After doing that 2-step operation for a single new post in the list, check if the number of posts in the list is more than a previous maximum, and if it is, either make a copy of the list or at least store the post you just added.

After you're finished, you've got the "copy of the list" with the most posts in an hour, or you got the post that is the end of a 1-hour window that contains the most posts.

Pseudo-code:

initialize posts-window-list to empty list
for each post in sorted-posts-list:
    add post to end of posts-window-list
    for each other-post from start of posts-window-list:
        if other-post is more than one hour older than post, remove it
        otherwise, end this inner loop
    if number of posts in list is more than previous maximum:
        make copy of list, this is the new maximum
Lasse V. Karlsen
+2  A: 

This worked on a small test MS-SQL database.

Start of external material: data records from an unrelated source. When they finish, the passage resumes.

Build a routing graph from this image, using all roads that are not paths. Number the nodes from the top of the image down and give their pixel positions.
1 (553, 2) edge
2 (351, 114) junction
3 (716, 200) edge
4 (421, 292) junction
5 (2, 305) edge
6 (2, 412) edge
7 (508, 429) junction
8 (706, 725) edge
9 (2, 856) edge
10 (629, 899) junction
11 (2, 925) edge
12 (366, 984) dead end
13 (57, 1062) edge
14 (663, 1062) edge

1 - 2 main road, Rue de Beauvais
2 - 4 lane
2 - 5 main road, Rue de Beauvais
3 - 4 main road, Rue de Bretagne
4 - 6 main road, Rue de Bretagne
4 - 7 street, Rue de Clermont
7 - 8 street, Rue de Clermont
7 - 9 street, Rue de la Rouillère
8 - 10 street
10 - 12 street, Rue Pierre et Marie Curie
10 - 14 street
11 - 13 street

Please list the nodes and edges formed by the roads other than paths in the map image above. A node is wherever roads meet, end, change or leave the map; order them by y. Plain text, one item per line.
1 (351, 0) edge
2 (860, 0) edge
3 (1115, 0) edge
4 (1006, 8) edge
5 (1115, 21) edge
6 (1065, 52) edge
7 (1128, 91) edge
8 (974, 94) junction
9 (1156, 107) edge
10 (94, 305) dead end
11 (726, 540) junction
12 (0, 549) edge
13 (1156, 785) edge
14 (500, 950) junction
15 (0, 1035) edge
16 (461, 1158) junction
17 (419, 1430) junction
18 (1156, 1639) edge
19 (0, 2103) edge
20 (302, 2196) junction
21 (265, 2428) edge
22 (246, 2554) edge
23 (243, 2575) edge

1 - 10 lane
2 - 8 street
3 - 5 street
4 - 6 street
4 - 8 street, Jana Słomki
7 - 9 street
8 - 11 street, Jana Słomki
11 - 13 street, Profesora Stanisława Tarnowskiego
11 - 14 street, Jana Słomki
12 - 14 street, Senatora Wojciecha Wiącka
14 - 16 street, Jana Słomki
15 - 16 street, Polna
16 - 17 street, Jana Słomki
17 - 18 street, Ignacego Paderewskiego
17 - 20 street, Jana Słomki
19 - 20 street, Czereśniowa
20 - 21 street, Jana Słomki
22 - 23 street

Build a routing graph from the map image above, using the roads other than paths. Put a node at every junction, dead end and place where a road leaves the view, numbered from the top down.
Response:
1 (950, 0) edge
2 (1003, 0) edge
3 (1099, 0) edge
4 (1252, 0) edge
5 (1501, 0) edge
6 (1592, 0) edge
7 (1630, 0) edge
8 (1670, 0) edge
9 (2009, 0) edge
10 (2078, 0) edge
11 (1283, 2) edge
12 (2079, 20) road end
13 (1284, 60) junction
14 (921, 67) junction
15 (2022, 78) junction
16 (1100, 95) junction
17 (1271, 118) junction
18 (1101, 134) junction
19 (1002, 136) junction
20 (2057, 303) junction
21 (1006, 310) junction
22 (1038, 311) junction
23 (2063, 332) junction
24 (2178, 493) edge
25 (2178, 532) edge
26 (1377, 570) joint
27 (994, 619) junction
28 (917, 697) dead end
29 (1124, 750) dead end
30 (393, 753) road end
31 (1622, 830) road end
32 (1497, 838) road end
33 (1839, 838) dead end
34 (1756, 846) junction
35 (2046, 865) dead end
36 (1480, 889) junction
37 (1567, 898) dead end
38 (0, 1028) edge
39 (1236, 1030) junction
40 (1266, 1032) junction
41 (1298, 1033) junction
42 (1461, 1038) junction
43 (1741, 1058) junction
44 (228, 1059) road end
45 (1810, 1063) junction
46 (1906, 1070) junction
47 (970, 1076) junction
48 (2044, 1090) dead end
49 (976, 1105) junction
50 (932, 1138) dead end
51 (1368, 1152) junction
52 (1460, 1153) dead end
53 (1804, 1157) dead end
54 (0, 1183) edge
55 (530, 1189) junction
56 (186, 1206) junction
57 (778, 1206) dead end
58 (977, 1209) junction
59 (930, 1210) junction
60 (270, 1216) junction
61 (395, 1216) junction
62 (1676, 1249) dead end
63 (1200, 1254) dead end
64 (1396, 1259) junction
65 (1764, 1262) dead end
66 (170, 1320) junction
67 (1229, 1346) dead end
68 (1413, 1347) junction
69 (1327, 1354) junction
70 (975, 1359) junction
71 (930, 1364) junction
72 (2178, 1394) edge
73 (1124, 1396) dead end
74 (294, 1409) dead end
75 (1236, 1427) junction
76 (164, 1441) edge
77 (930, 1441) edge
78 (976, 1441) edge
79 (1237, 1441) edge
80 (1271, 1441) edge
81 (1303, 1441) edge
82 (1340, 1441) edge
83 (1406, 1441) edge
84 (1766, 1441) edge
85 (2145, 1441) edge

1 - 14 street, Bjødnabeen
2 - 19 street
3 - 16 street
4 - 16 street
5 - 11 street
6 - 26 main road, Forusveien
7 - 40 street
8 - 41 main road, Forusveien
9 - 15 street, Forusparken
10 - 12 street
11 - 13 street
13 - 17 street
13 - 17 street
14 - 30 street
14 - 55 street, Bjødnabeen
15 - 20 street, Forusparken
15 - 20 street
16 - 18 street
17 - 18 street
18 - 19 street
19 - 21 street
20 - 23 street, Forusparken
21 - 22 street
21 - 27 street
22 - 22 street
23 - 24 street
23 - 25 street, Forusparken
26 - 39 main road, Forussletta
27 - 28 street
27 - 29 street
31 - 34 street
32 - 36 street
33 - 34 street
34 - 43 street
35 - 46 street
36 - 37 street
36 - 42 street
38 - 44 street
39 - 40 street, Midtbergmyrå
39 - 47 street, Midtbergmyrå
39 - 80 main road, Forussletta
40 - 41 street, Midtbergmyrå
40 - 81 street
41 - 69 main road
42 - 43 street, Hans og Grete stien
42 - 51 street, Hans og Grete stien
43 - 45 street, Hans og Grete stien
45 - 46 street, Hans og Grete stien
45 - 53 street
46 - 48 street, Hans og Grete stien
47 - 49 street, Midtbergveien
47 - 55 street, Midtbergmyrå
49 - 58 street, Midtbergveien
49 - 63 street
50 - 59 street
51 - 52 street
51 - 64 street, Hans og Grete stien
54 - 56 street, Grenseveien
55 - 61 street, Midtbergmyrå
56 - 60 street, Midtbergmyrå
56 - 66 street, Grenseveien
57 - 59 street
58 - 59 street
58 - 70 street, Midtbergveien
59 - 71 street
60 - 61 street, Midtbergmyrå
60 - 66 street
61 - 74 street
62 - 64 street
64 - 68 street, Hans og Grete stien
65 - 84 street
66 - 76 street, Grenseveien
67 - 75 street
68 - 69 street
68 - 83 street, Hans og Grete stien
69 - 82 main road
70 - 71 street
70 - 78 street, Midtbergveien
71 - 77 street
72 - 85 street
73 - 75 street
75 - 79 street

SELECT TOP 1 id, date_entered,
  (SELECT COUNT(*)
   FROM   dbo.notes AS n2
   WHERE n2.date_entered >= n.date_entered 
   AND n2.date_entered < Dateadd(hh, 1, n.date_entered)) AS num
FROM  dbo.notes n
ORDER BY num DESC

This is not very efficient, checks based on an hour from each post.

For MYSQL 

SELECT ID,f.Date, (SELECT COUNT(*)
FROM Forum AS f2
WHERE f2.Date >= f.Date AND f2.Date < Date_ADD(f.Date, INTERVAL 1 HOUR)) As num
FROM Forum AS f
ORDER BY num
LIMIT 0,1
Cadoo
+1  A: 

Here's a slight variation on the other Josh's implementation this forgoes the immediate table and uses a self join on itself looking for any posts within an hour of that one post.

select top 1 posts.DateCreated, count (posts.datecreated),
min(minutes.DateCreated) as MinPostDate,
max(minutes.datecreated) as MaxPostDate
from posts Minutes   
left join posts on posts.datecreated >= minutes.DateCreated 
AND posts.datecreated < dateadd(hour, 1, Minutes.DateCreated)
group by posts.DateCreated
order by count(posts.datecreated) desc

From a performance perspective on a table with only 6 rows his method which used the function to generate the intermiadte table took 16 seconds vs this one which was subsecond.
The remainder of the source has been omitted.